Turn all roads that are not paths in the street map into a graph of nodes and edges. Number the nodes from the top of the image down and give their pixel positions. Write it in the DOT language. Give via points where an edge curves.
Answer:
○ ○ ○ ○
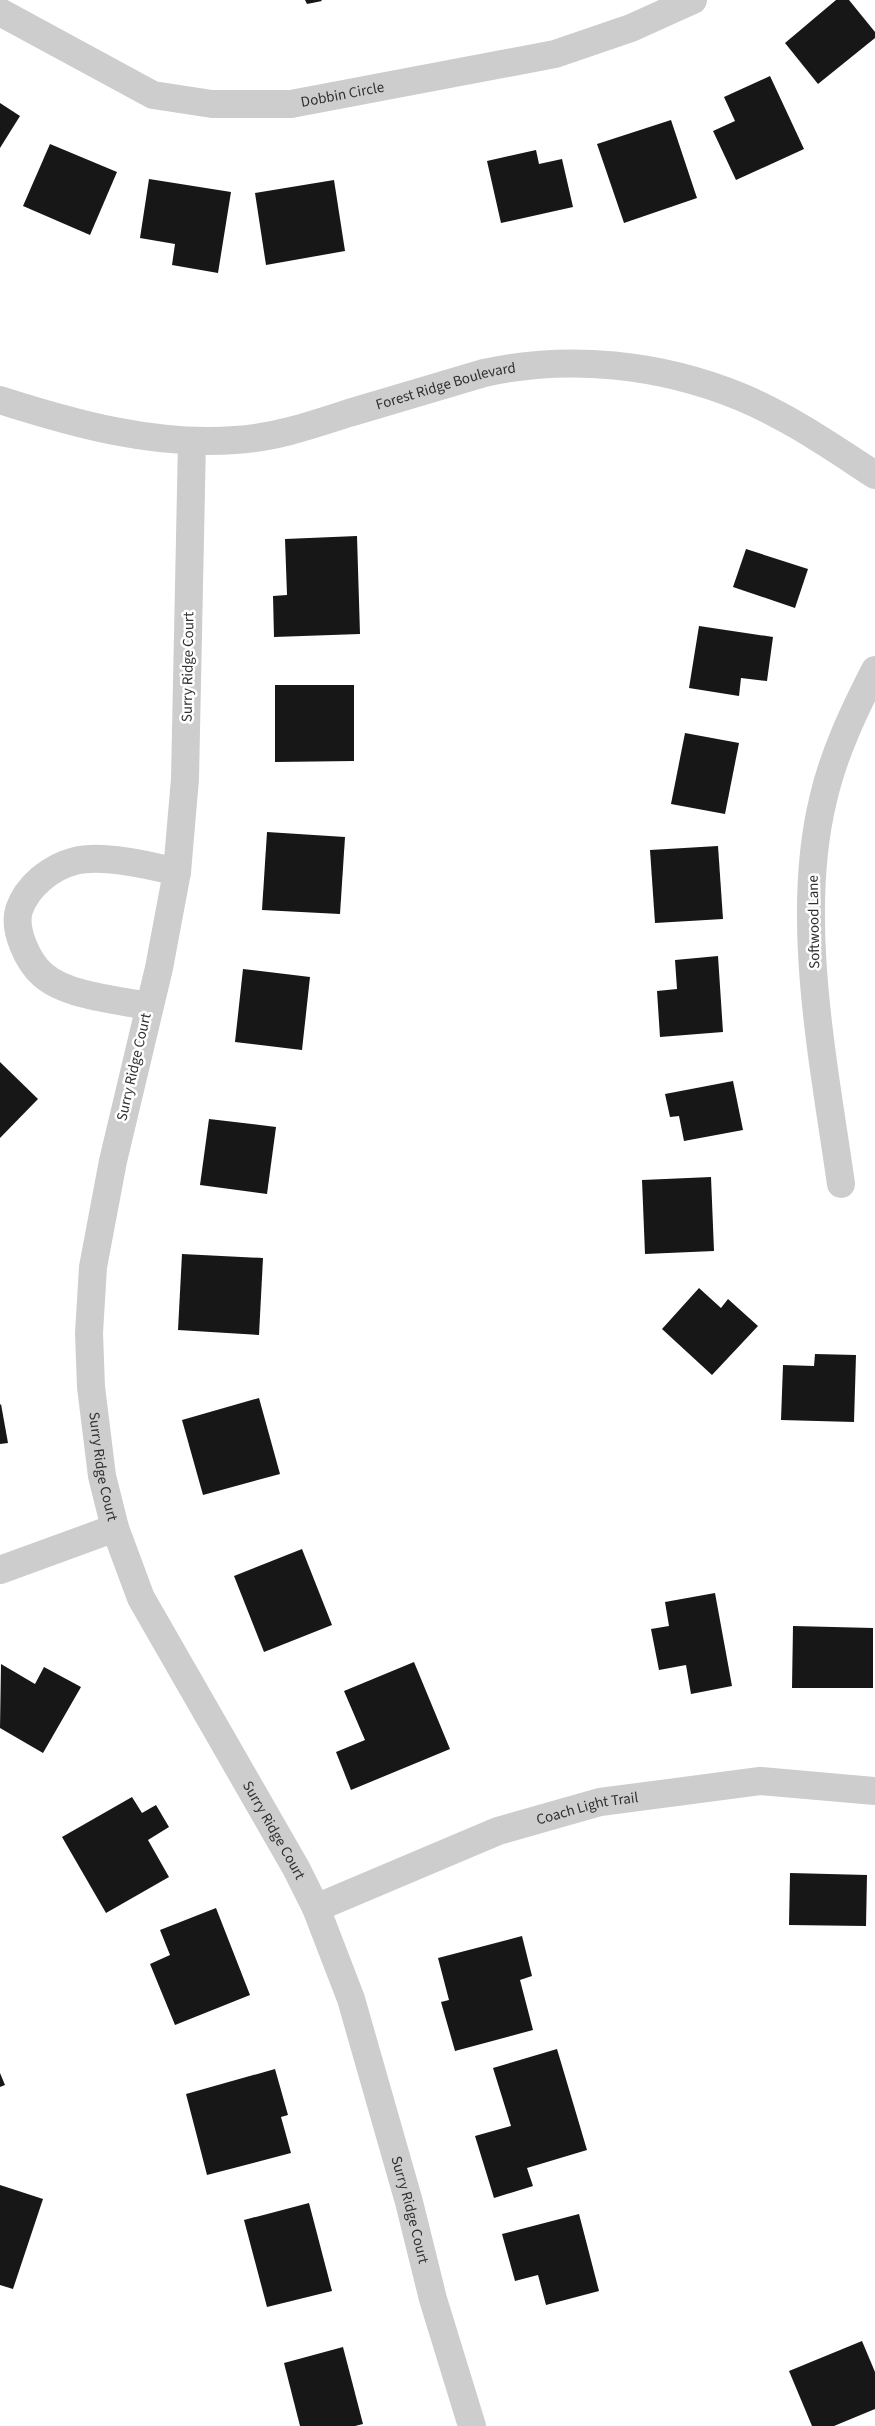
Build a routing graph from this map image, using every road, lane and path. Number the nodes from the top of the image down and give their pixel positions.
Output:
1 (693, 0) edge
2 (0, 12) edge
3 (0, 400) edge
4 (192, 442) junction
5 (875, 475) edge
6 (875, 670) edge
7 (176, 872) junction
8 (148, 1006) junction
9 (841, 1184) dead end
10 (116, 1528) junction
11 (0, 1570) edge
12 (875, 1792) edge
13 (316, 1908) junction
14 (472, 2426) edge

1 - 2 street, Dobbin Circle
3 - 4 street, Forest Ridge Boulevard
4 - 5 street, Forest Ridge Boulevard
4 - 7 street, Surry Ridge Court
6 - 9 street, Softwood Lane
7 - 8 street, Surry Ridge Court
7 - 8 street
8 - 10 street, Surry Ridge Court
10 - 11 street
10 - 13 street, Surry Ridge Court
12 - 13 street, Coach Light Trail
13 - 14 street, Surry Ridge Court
○ ○ ○ ○
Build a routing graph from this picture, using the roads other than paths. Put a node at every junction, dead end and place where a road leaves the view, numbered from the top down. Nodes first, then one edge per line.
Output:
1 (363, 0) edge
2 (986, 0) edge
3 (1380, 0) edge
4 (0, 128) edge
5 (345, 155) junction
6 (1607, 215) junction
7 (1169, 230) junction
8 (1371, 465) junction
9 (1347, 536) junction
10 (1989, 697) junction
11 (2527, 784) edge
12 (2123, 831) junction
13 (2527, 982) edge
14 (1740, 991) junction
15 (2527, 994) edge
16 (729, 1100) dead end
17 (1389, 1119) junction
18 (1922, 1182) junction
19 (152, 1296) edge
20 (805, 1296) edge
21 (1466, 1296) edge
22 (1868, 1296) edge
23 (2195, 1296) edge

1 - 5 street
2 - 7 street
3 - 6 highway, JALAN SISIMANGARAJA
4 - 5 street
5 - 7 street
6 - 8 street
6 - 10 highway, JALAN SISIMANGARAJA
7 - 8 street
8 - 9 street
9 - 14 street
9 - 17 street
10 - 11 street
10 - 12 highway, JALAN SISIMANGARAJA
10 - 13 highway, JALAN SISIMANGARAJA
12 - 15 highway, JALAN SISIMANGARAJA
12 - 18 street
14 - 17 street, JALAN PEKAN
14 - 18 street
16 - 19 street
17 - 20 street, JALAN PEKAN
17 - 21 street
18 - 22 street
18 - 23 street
○ ○ ○ ○
▸ **WORK TO BE COMPLETED**:
Would you report every line of the entries above containing the word "pixel"?

▸ **SOLVED PROBLEM**:
Turn all roads that are not paths in the street map into a graph of nodes and edges. Number the nodes from the top of the image down and give their pixel positions. Write it in the DOT language. Give via points where an edge curves.
Build a routing graph from this map image, using every road, lane and path. Number the nodes from the top of the image down and give their pixel positions.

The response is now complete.